From: Qu Wenruo <quwenruo.btrfs@gmx.com>
To: Qu Wenruo <wqu@suse.com>, linux-btrfs@vger.kernel.org
Subject: Re: [PATCH RFC 2/2] btrfs: Introduce free dev extent hint to speed up chunk allocation
Date: Thu, 31 Jan 2019 10:38:03 +0800 [thread overview]
Message-ID: <8a785ed2-80ef-e30b-5a63-6556f744eaf6@gmx.com> (raw)
In-Reply-To: <20190130074000.16638-3-wqu@suse.com>
[-- Attachment #1.1: Type: text/plain, Size: 7102 bytes --]
> [ENHANCEMENT]
> This patch will introduce btrfs_device::hint_free_dev_extent member to
> give some hint for chunk allocator to find free dev extents.
>
> The hint itself is pretty simple, only tells where the first free slot
> could possibly be.
>
> It is not 100% correct, unlike free space cache, but since
> find_free_dev_extent_start() is already robust enough to handle
> search_hint, so there is not need to introduce a complex and fancy free
> dev extent cache.
>
> With this patch, allocating 4G on a 4T filled fs will be way more
> faster:
>
> v5.0-rc1 | patched | function
> ---------------------------------------------------------------------
> 7) | 7) | __btrfs_alloc_chunk [btrfs]() {
> 7) ! 152.496 us | 7) 7.885 us | find_free_dev_extent_start [btrfs]();
> 7) ! 185.488 us | 7) + 36.649 us | }
> 7) | 7) | __btrfs_alloc_chunk [btrfs]() {
> 7) ! 132.889 us | 7) 2.454 us | find_free_dev_extent_start [btrfs]();
> 7) ! 152.115 us | 7) + 24.145 us | }
> 7) | 7) | __btrfs_alloc_chunk [btrfs]() {
> 7) ! 127.689 us | 7) 2.245 us | find_free_dev_extent_start [btrfs]();
> 7) ! 146.595 us | 7) + 19.376 us | }
> 7) | 7) | __btrfs_alloc_chunk [btrfs]() {
> 7) ! 126.657 us | 7) 2.174 us | find_free_dev_extent_start [btrfs]();
> 7) ! 144.521 us | 7) + 16.321 us | }
For anyone who is interesting in unrealistic workload, without this
patch, fallocating a 1PiB file TiB by TiB will take 5+ hours!!

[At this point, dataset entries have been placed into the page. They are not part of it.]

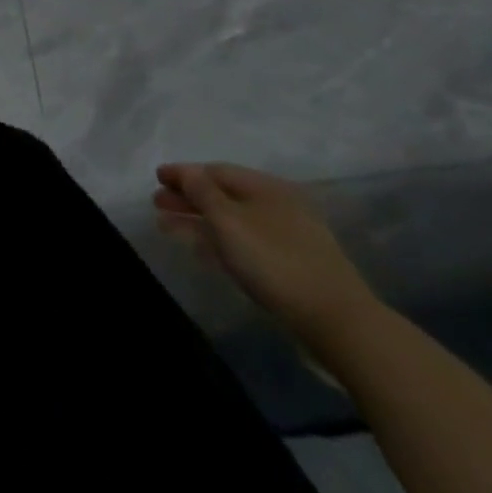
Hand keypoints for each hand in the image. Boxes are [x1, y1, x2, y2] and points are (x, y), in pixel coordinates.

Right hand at [153, 162, 377, 349]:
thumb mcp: (228, 221)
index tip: (156, 178)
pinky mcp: (290, 264)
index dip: (183, 173)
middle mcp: (278, 206)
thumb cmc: (274, 261)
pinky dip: (219, 241)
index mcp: (266, 188)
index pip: (216, 171)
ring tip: (168, 228)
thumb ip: (201, 192)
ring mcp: (287, 236)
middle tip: (157, 204)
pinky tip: (201, 250)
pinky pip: (245, 242)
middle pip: (223, 195)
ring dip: (199, 221)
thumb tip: (185, 171)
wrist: (336, 321)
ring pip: (232, 221)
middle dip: (188, 198)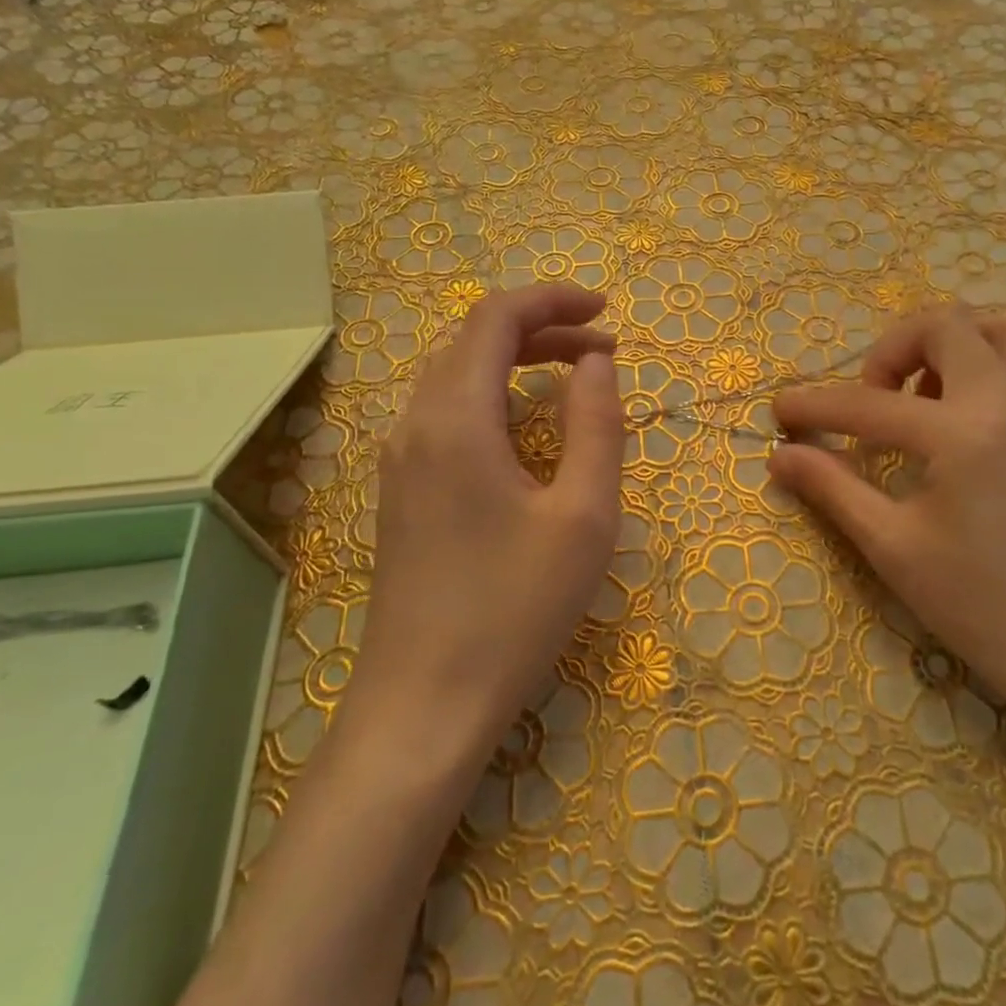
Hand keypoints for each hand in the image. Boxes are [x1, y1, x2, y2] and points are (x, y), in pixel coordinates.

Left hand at [346, 283, 623, 750]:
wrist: (424, 705)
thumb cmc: (514, 610)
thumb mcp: (583, 515)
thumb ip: (596, 425)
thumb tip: (595, 363)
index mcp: (456, 418)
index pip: (495, 319)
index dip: (552, 301)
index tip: (607, 312)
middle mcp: (415, 424)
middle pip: (472, 341)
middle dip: (541, 328)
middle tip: (603, 348)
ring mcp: (399, 460)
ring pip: (455, 375)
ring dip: (514, 361)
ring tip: (573, 375)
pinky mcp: (400, 491)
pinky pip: (444, 413)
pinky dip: (491, 395)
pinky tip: (524, 426)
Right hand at [769, 306, 1005, 715]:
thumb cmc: (984, 607)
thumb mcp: (894, 548)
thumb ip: (834, 488)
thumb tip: (780, 455)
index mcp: (964, 433)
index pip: (869, 403)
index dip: (815, 405)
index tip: (780, 411)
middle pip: (944, 325)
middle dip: (891, 349)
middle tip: (871, 399)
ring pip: (1004, 324)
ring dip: (952, 340)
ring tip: (924, 393)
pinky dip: (995, 361)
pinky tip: (971, 410)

With this patch, it's just going to take around 15~20min.
Anyway, we're still far from customer oriented 1PiB HDDs, so that's not
something we need to bother yet.
Thanks,
Qu
>
> Signed-off-by: Qu Wenruo <wqu@suse.com>
> ---
> fs/btrfs/volumes.c | 23 +++++++++++++++---
> fs/btrfs/volumes.h | 58 ++++++++++++++++++++++++++++++++++++++++++++++
> 2 files changed, 78 insertions(+), 3 deletions(-)
>
> diff --git a/fs/btrfs/volumes.c b/fs/btrfs/volumes.c
> index 8e932d7d2fe6..cc15bf70dc72 100644
> --- a/fs/btrfs/volumes.c
> +++ b/fs/btrfs/volumes.c
> @@ -411,6 +411,7 @@ static struct btrfs_device *__alloc_device(void)
> btrfs_device_data_ordered_init(dev);
> INIT_RADIX_TREE(&dev->reada_zones, GFP_NOFS & ~__GFP_DIRECT_RECLAIM);
> INIT_RADIX_TREE(&dev->reada_extents, GFP_NOFS & ~__GFP_DIRECT_RECLAIM);
> + dev->hint_free_dev_extent = (u64)-1;
>
> return dev;
> }
> @@ -1741,9 +1742,9 @@ int find_free_dev_extent(struct btrfs_trans_handle *trans,
> struct btrfs_device *device, u64 num_bytes,
> u64 *start, u64 *len)
> {
> - /* FIXME use last free of some kind */
> - return find_free_dev_extent_start(trans->transaction, device,
> - num_bytes, 0, start, len);
> + return find_free_dev_extent_start(trans->transaction, device, num_bytes,
> + device->hint_free_dev_extent, start,
> + len);
> }
>
> static int btrfs_free_dev_extent(struct btrfs_trans_handle *trans,
> @@ -1799,6 +1800,7 @@ static int btrfs_free_dev_extent(struct btrfs_trans_handle *trans,
> "Failed to remove dev extent item");
> } else {
> set_bit(BTRFS_TRANS_HAVE_FREE_BGS, &trans->transaction->flags);
> + btrfs_device_hint_add_free(device, key.offset, *dev_extent_len);
> }
> out:
> btrfs_free_path(path);
> @@ -1841,6 +1843,7 @@ static int btrfs_alloc_dev_extent(struct btrfs_trans_handle *trans,
> btrfs_set_dev_extent_chunk_offset(leaf, extent, chunk_offset);
>
> btrfs_set_dev_extent_length(leaf, extent, num_bytes);
> + btrfs_device_hint_del_free(device, key.offset, num_bytes);
> btrfs_mark_buffer_dirty(leaf);
> out:
> btrfs_free_path(path);
> @@ -7913,6 +7916,14 @@ int btrfs_verify_dev_extents(struct btrfs_fs_info *fs_info)
> devid = key.objectid;
> physical_offset = key.offset;
>
> + /*
> + * previous device verification is done, update its free dev
> + * extent hint
> + */
> + if (device && devid != device->devid)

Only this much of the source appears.